Cosmos Factory

伊那谷の境界域から見えること、思ったことを遺します

送別会

2018-03-29 23:19:37 | つぶやき

 会社の送別会だった。業務量が減るため一人減となっての送別会である。最も若い彼が異動となった。致し方ない人事である。ただし彼は伊那の出身ではないから望むところだったかもしれない。息子とはひとつ違い、比較しようもないが同じ年恰好だから自ずと息子をトレースしてしまう。よその会社にいてわが社に鞍替えして3年、一応一人前と言われてよい経験年数である。息子も民間で2年働いた後に公務員になったので、まさに彼と同じような環境だ。彼の姿は会社で追っていたから、息子とはちがってその姿と様子は見えていた。今どきの若者とすれば、3年では「できる方」とも捉えていたし、周囲もそう捉えていた節がある。息子の体たらくを見ていると羨ましいようでもあった。

 わたしが人のことを言えるような人生を歩んできたわけではない。好き勝手に物言いをして、周囲との軋轢も多々あった。とはいえ、初任地で最も年の近かった今は亡き先輩には、叱られたという記憶がない。思うように実践すると「いいじゃないか、どんどんやってみろ」と後押しをされた。故に、家に帰ってからも夜中まで当時入ったばかりのパソコン以前の計算機でプログラムを考えた。当時のわたしが師と仰ぐ部署のトップには叱られることもあったが、今も会うたびに「〇〇君はよく働いたから」という言葉をもらう。確かによく働いたが、前出の彼ほど会社にはいなかった。そりゃそうだ、当時の会社の出先では、そんなに遅くまで残業はしなかった。そう考えると、今同じ部署にいる若い人たちはよく会社にいる。それをもって「よく働いている」と言ってよいかは微妙だ。だからこそ、わたしはわが師と仰ぐ先輩の年になったとき、今の彼に「よく働いたなー」とは声をかけないだろう。おそらくわたしが「よく働いたなー」と言われる所以は、人のために働いたからだと思う。与えられたものだけをしていたわけではない。だからこそ、わたしは人よりやったという自負が若いころはあった。周囲の誰もが彼を認めたとしても、わたしが言われたような表現を彼には与えられない。

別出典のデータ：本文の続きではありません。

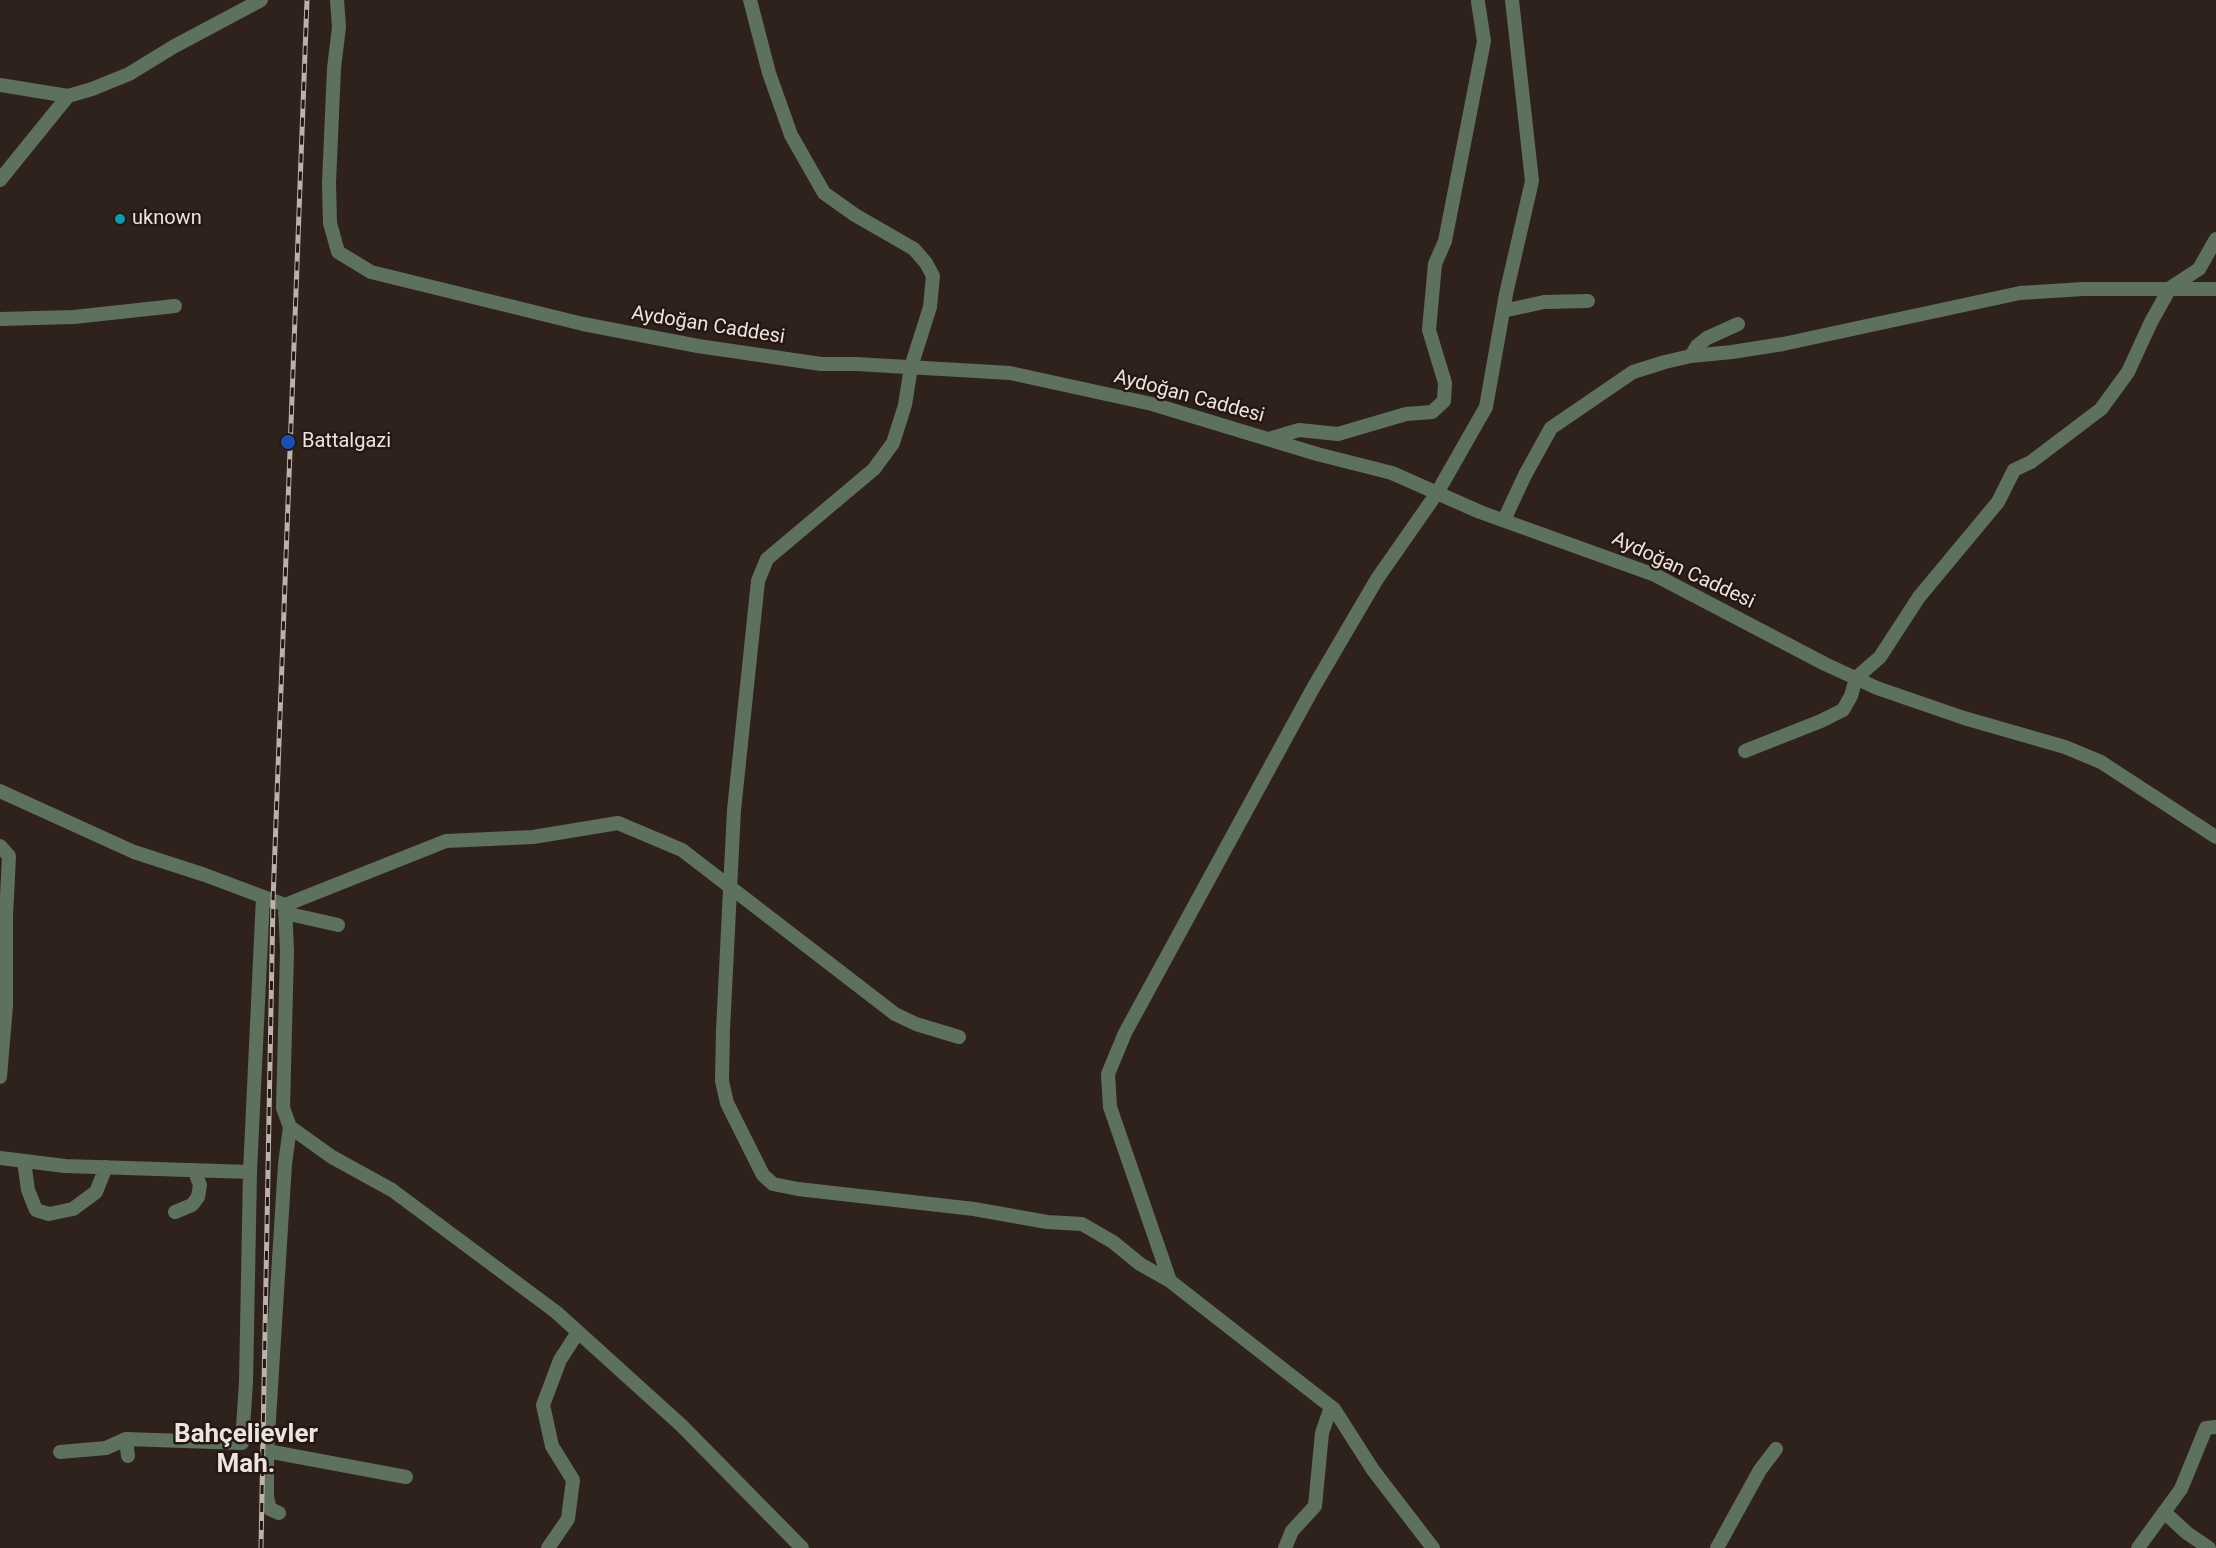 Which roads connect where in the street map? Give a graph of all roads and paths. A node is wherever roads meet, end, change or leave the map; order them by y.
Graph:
1 (261, 0) edge
2 (337, 0) edge
3 (750, 0) edge
4 (1512, 0) edge
5 (1478, 2) dead end
6 (0, 85) edge
7 (68, 96) junction
8 (0, 180) edge
9 (2216, 239) edge
10 (2170, 288) junction
11 (2216, 289) edge
12 (1588, 301) dead end
13 (175, 306) dead end
14 (1503, 311) junction
15 (0, 319) edge
16 (1738, 324) dead end
17 (1691, 356) junction
18 (911, 367) junction
19 (1269, 439) junction
20 (1437, 493) junction
21 (1504, 520) junction
22 (1856, 678) junction
23 (1745, 751) dead end
24 (0, 791) edge
25 (2216, 837) edge
26 (0, 846) edge
27 (730, 888) junction
28 (263, 897) junction
29 (285, 909) junction
30 (338, 925) dead end
31 (959, 1037) dead end
32 (0, 1077) edge
33 (290, 1127) junction
34 (0, 1158) edge
35 (24, 1161) junction
36 (106, 1167) junction
37 (194, 1170) junction
38 (250, 1172) junction
39 (175, 1212) dead end
40 (1170, 1281) junction
41 (578, 1332) junction
42 (1331, 1407) junction
43 (2216, 1427) edge
44 (126, 1439) junction
45 (1776, 1449) dead end
46 (267, 1451) junction
47 (60, 1452) dead end
48 (128, 1456) dead end
49 (406, 1477) dead end
50 (2164, 1512) junction
51 (279, 1513) dead end
52 (548, 1548) edge
53 (802, 1548) edge
54 (1285, 1548) edge
55 (1433, 1548) edge
56 (1717, 1548) edge
57 (2138, 1548) edge
58 (2209, 1548) edge

1 - 7 street
2 - 18 street, Aydoğan Caddesi
3 - 18 street
4 - 14 street
5 - 19 street
6 - 7 street
7 - 8 street
9 - 10 street
10 - 11 street
10 - 17 street
10 - 22 street
12 - 14 street
13 - 15 street
14 - 20 street
16 - 17 street
17 - 21 street
18 - 19 street, Aydoğan Caddesi
18 - 27 street
19 - 20 street, Aydoğan Caddesi
20 - 21 street, Aydoğan Caddesi
20 - 40 street
21 - 22 street, Aydoğan Caddesi
22 - 23 street
22 - 25 street, Aydoğan Caddesi
24 - 28 street
26 - 32 street
27 - 29 street
27 - 31 street
27 - 40 street
28 - 29 street
28 - 38 street
29 - 30 street
29 - 33 street
33 - 41 street
33 - 46 street
34 - 35 street
35 - 36 street
35 - 36 street
36 - 37 street
37 - 38 street
37 - 39 street
38 - 44 street
40 - 42 street
41 - 52 street
41 - 53 street
42 - 54 street
42 - 55 street
43 - 50 street
44 - 47 street
44 - 48 street
45 - 56 street
46 - 49 street
46 - 51 street
50 - 57 street
50 - 58 street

 もちろん彼の送別会だから、出先のトップとして、彼を称える言葉をはなむけの言葉として述べた。そしてそれ以外の言葉を相対する場でおくろうと考えてもいたが、結局彼はわたしにその時間を与えてくれなかった。わたしから投げかける手もあったが、あえてそれはしなかった。自分で考えてほしい、それにつきる。が、今は「言わないと分からない」ということもよく言われる。彼は嫌な場面は敬遠してしまう。すっかり彼への羨望の目は消えてしまった。

 奇しくも今日は息子も送別会だという。たかが2年目なのに、町民の皆が注目している重要課題を背負っていて、日々家に帰ってくるのは遅い。昨日仕事の用事で息子の勤めている役所に顔を出すと、役所の要職の方から「今は大変な時」と労いの言葉をもらった。わたしがもらっても致し方ない。精神的には強いと思っているが、今のままでは「まいってしまわないとも限らない」とも聞いた。前出の彼に羨ましいと思っていたが、今の息子を見ていると、そうでもないようだ。盛んに今日の送別会では、二次会に繰り出して皆がふだんの鬱積を晴らすかのように声を張り上げていた。場面からしてそれは当たり前のことなのだが、人はそれだけで判断するものでもない。息子は一滴も酒を口にしない。そういう人もいる。そんな息子は、送別会の後に仕上げなくてはならない仕事があるといって職場に戻るという。案の定、わたしは終電で帰ったのに、息子はまだ帰っていなかった。